The regulator also said it plans to immediately increase its oversight of Boeing’s production. The FAA opened an investigation on Thursday into whether the planes Boeing builds match the specifications it has laid out. The FAA said it will audit the 737 Max 9 production line and its suppliers “to evaluate Boeing’s compliance with its approved quality procedures,” with further audits conducted as necessary.

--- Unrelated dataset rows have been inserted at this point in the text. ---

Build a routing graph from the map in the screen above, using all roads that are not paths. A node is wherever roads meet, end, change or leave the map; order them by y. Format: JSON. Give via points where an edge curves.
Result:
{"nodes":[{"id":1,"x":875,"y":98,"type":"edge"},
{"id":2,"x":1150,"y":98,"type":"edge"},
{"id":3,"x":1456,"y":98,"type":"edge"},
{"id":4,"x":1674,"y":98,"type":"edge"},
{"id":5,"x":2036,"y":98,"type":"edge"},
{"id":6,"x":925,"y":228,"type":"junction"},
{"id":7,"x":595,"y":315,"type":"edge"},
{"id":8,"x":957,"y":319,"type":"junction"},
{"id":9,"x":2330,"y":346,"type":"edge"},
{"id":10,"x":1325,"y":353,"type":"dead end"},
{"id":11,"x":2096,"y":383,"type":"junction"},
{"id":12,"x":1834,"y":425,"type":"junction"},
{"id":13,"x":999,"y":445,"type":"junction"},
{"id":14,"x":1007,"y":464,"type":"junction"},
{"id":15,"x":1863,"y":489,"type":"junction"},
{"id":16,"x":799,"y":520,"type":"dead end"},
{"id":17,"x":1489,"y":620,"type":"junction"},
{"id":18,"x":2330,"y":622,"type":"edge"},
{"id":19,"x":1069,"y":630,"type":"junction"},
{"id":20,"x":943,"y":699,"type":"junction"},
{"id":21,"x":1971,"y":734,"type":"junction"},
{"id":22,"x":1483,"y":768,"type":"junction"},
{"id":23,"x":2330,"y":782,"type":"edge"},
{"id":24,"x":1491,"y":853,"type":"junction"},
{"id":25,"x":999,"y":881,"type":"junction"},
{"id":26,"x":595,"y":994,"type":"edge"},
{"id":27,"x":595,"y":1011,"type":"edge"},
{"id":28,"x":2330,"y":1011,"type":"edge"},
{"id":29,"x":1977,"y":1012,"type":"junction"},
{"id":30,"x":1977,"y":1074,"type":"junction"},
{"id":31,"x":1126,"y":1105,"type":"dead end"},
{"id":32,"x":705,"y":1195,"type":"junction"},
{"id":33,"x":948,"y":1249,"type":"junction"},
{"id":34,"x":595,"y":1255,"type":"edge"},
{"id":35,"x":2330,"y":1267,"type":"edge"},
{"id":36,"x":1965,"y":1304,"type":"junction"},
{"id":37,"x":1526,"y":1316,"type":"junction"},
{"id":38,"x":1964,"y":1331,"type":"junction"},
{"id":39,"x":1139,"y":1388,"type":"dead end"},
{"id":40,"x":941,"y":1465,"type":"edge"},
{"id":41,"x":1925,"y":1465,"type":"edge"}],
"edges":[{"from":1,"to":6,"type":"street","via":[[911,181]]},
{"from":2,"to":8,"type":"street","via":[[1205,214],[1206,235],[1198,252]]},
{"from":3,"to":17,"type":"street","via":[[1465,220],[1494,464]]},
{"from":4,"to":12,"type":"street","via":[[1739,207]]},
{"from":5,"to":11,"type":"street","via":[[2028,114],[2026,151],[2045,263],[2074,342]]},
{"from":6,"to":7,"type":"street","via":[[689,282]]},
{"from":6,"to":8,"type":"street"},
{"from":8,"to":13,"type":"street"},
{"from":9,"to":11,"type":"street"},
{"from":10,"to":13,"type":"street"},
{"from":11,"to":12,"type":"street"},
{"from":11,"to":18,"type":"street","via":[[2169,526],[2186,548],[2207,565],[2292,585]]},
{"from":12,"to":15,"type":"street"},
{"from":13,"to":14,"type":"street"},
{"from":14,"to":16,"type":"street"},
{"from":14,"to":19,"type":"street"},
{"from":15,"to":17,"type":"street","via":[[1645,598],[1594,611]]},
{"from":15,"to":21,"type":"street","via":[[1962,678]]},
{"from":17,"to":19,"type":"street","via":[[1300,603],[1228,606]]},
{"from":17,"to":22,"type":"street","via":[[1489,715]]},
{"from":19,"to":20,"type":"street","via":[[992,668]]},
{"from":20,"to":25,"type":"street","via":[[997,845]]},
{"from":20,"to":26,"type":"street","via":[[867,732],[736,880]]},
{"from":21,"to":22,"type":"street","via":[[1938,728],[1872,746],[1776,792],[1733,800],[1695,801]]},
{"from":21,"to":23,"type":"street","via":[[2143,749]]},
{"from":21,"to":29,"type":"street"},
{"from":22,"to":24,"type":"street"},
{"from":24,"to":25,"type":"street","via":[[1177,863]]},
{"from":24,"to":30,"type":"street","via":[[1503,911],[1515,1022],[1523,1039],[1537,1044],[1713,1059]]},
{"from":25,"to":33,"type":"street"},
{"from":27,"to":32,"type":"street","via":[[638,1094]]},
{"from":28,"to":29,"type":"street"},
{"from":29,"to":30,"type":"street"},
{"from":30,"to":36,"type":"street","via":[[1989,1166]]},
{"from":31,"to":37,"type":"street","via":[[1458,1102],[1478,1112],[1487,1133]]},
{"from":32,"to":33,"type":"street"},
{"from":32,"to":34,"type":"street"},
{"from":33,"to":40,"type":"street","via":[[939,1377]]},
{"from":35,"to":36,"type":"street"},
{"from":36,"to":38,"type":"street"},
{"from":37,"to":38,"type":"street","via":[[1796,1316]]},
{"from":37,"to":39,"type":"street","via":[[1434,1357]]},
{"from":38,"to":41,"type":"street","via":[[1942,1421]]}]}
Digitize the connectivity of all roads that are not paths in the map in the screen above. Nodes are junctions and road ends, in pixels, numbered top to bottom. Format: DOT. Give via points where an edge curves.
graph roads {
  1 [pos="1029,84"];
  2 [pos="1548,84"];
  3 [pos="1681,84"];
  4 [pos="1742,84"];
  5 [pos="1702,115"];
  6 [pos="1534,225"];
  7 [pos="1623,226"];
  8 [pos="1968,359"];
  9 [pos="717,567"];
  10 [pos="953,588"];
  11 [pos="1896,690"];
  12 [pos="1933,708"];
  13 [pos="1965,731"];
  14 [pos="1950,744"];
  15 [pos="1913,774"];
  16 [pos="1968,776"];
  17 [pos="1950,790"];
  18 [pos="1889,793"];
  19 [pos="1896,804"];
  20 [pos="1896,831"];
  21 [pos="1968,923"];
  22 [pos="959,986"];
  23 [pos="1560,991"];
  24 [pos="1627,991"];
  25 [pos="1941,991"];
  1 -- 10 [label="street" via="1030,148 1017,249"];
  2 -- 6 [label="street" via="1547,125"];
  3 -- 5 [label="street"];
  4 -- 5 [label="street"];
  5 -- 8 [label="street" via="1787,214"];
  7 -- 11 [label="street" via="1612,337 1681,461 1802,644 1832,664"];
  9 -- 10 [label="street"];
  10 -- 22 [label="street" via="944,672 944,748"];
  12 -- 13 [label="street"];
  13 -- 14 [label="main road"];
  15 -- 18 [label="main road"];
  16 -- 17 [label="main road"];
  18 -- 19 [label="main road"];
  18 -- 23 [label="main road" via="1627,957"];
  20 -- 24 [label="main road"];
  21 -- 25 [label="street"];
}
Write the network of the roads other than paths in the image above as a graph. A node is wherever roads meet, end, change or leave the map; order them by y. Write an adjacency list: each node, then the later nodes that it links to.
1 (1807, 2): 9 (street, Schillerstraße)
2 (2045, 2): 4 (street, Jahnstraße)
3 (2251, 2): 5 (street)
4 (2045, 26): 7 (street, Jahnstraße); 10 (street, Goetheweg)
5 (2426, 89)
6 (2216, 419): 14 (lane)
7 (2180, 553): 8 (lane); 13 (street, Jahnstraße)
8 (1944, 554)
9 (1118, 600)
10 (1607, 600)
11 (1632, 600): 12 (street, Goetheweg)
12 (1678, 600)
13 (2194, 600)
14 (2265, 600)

Washington Senator Maria Cantwell sent a letter (PDF) yesterday to the FAA questioning the agency’s role in inspecting aircraft manufactured by Boeing. Cantwell said she asked a year ago for an audit of certain areas related to Boeing’s production, and the regulator told her it was unnecessary. “Recent accidents and incidents — including the expelled door plug on Alaska Airlines flight 1282 — call into question Boeing’s quality control,” she said. “In short, it appears that FAA’s oversight processes have not been effective in ensuring that Boeing produces aeroplanes that are in condition for safe operation.”

JFC what is wrong with you?

By rsilvergun • Score: 5, Informative Thread
this has *nothing* to do with the engineers. It’s entirely up to corner cutting by the CEOs. Or do you think our ruling class has gone “woke”?

.... Oh Christ, you do, don’t you. You know when they said get red pilled you weren’t supposed to down the hole bottle right?

Re:Return merit as a virtue

By quantaman • Score: 4, Insightful Thread

It’s time FAA and congress make it illegal for any company that creates safety-critical hardware to hire people based on anything other than race-blind, gender-blind, cold, hard, merit.

Do you have any evidence that the failures had to do with incompetent diversity hires? Or is it just your instinct to blame everything on women and minorities.

Re: people died due to there cost cutting they sho

By bingoUV • Score: 4, Insightful Thread

On another note, why is Boeing responsible for doing the inspection?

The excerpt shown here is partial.